Altissima quaeque flumina minimo sono labi

Archive for January 20th, 2011

vainly striving

leave a comment »

– photo by Mitch Waxman

Trapped by ice and cold, during that time of the year when the burning thermonuclear eye of god itself shines bright but carries no warmth, your humble narrator is bored-bored-bored. Crippled by vulnerability to cold, I’ve been appeasing myself- during those long hours when sleep is impossible- with long exposures and incessant hand wringing.

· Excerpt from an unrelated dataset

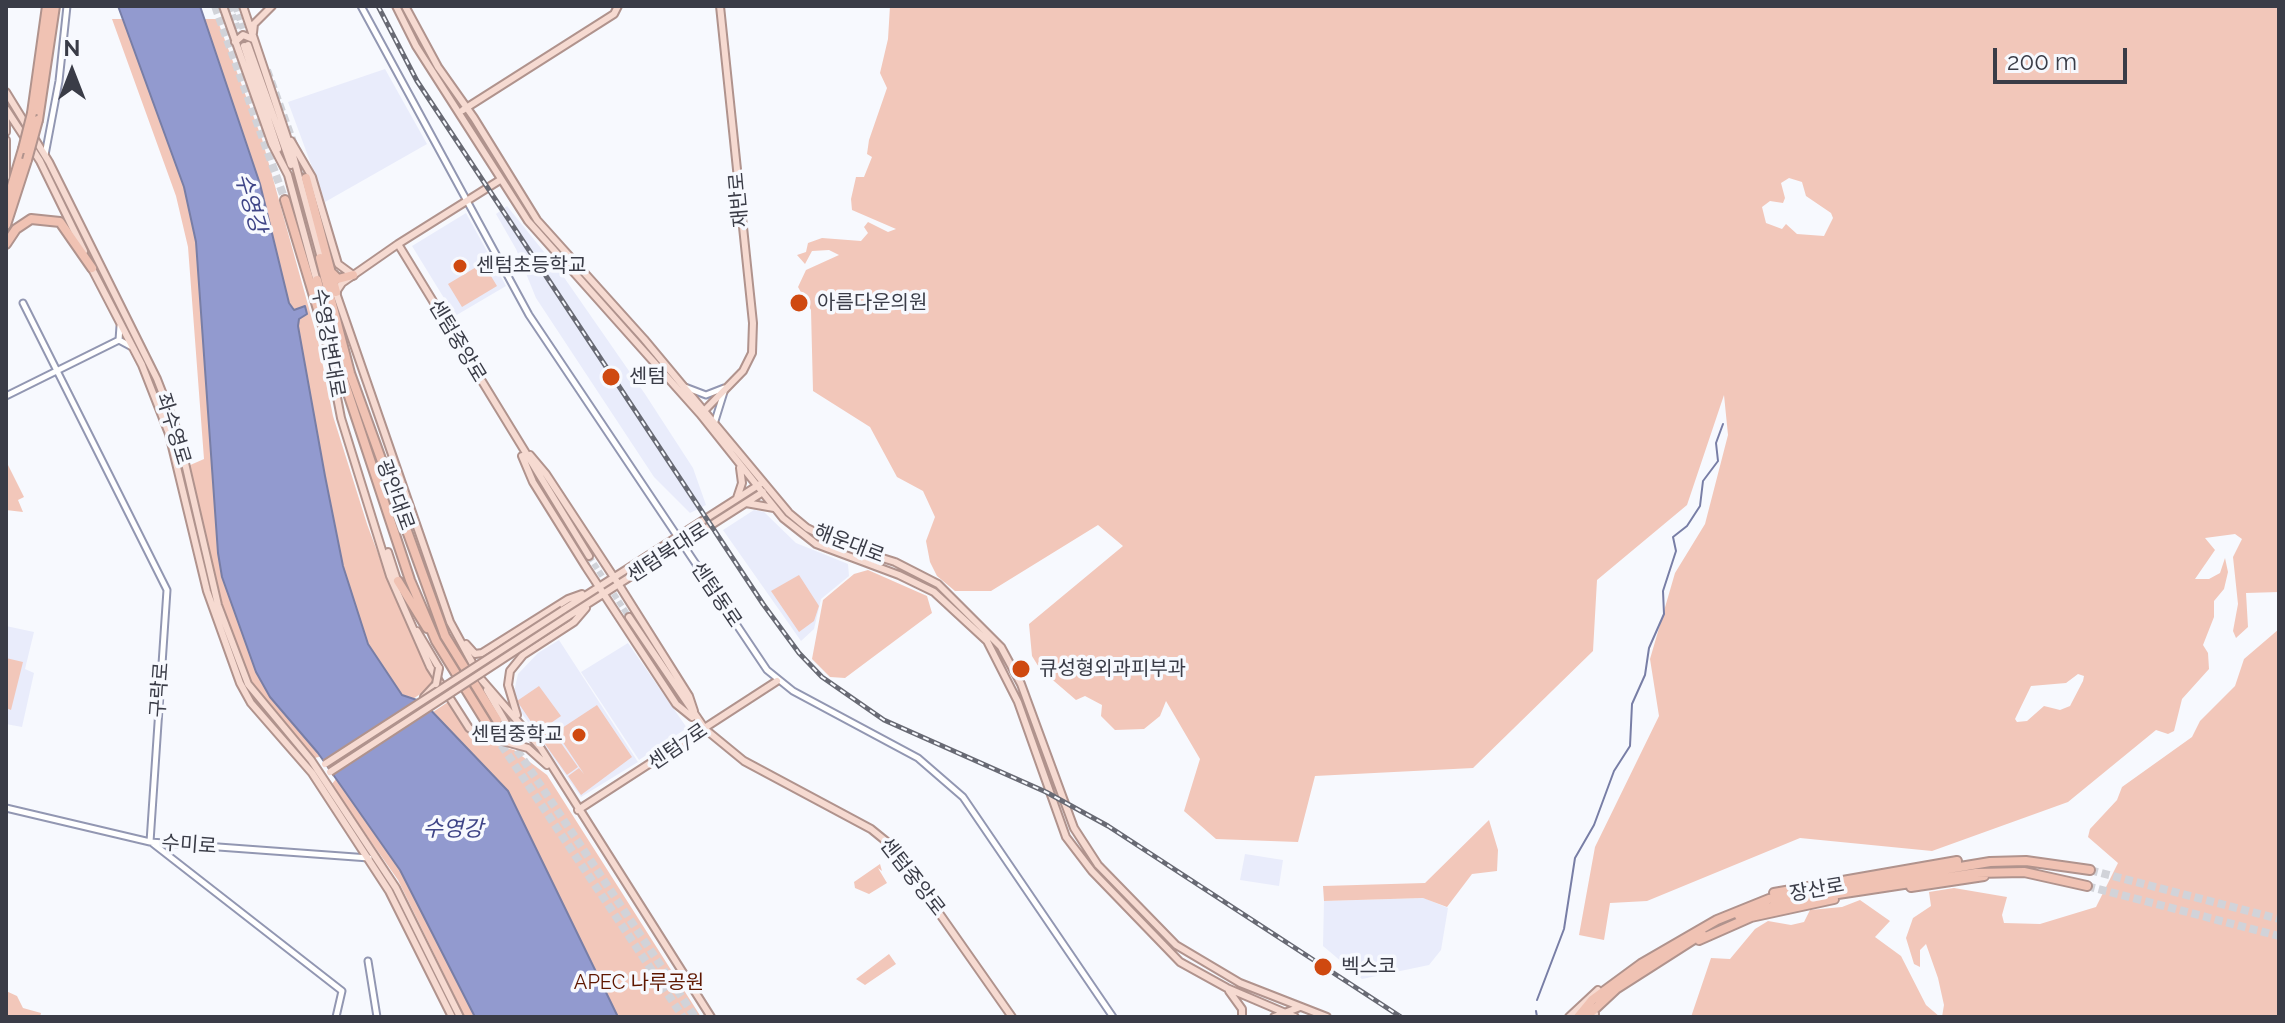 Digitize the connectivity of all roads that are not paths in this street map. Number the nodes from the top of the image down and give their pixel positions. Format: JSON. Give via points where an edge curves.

Your historical nugget for the day is: This is that time of the year when the ancient colony of Newtown was beset by wolves, and the Sheriff was required to distribute gunshot and powder from his stores to the local gentry- so as the the population of these livestock killing predators around Dutch Kills as well as a nearby swampy area (which would someday be called Queens Plaza) might be reduced.


from wikipedia

Cabin fever is an idiomatic term for a claustrophobic reaction that takes place when a person or group is isolated and/or shut in, in a small space, with nothing to do, for an extended period (as in a simple country vacation cottage during a long rain or snow). Symptoms include restlessness, irritability, irrational frustration with everyday objects, forgetfulness, laughter, excessive sleeping, distrust of anyone they are with, and an urge to go outside even in the rain, snow or dark.

– photo by Mitch Waxman

Making Lemonade from waste fruit is a specialty of mine, however, so the long exposures mentioned above have been of the photographic kind rather than some shocking and lewd behavior.

For the shots above and below, I used my trusty Canon G10 rigged with a specialized mount. A friend here in Astoria found this contraption for me, after I complained about the annoyances of using traditional camera mounts like tripods on the street. A sturdy Croat, he found the device at a hardware store and described it as “a laser level’s magnetic tripod”, which just happens to have a standard .25 inch tripod mounting screw. This thing just kind of “klangs” onto anything magnetic, which opens up a lot of possible places to steady mount the camera- Cars, fire hydrants, fences, signposts- you name it.

You wouldn’t believe how many individual shots it took to achieve the one above, as passing cars or changing traffic signal lights kept on screwing me up.

from wikipedia

Symptoms of SAD may consist of difficulty waking up in the morning, morning sickness, tendency to oversleep as well as to overeat, and especially a craving for carbohydrates, which leads to weight gain. Other symptoms include a lack of energy, difficulty concentrating on completing tasks, and withdrawal from friends, family, and social activities. All of this leads to the depression, pessimistic feelings of hopelessness, and lack of pleasure which characterize a person suffering from this disorder.

– photo by Mitch Waxman

Problem is that despite its many merits, the G10 is ultimately a point and shoot which Canon has placed certain limits on (specifically the limitation in exposure to 15 seconds), and the magnetic doohickey described above is not stout enough for the weight of a DSLR and lens (which is capable of manual exposure times, supposedly the shutter can be left open for quite some time). Luckily, Astoria offers many opportunities for night photography, despite its omnipresent automotive traffic.



On June 8, 1875 eight individuals met and organized the Long Island City Turn Verein at Koch’s Hall, N.E. Corner of Broadway and 9th Avenue [today’s 38th St] in Long Island City, N.Y. for the sole purpose of introducing and furthering German Turnerism (which embraces the philosophy of building a “Sound Mind in a Sound Body” fostered by Friedrich Ludwig Jahn in Germany). The society’s purpose was to educate its membership physically and mentally through gymnastic exercises and by encouraging use of the German language.

The present building was constructed in 1928 and sold in the mid-1970s. The society is now based in Nassau County.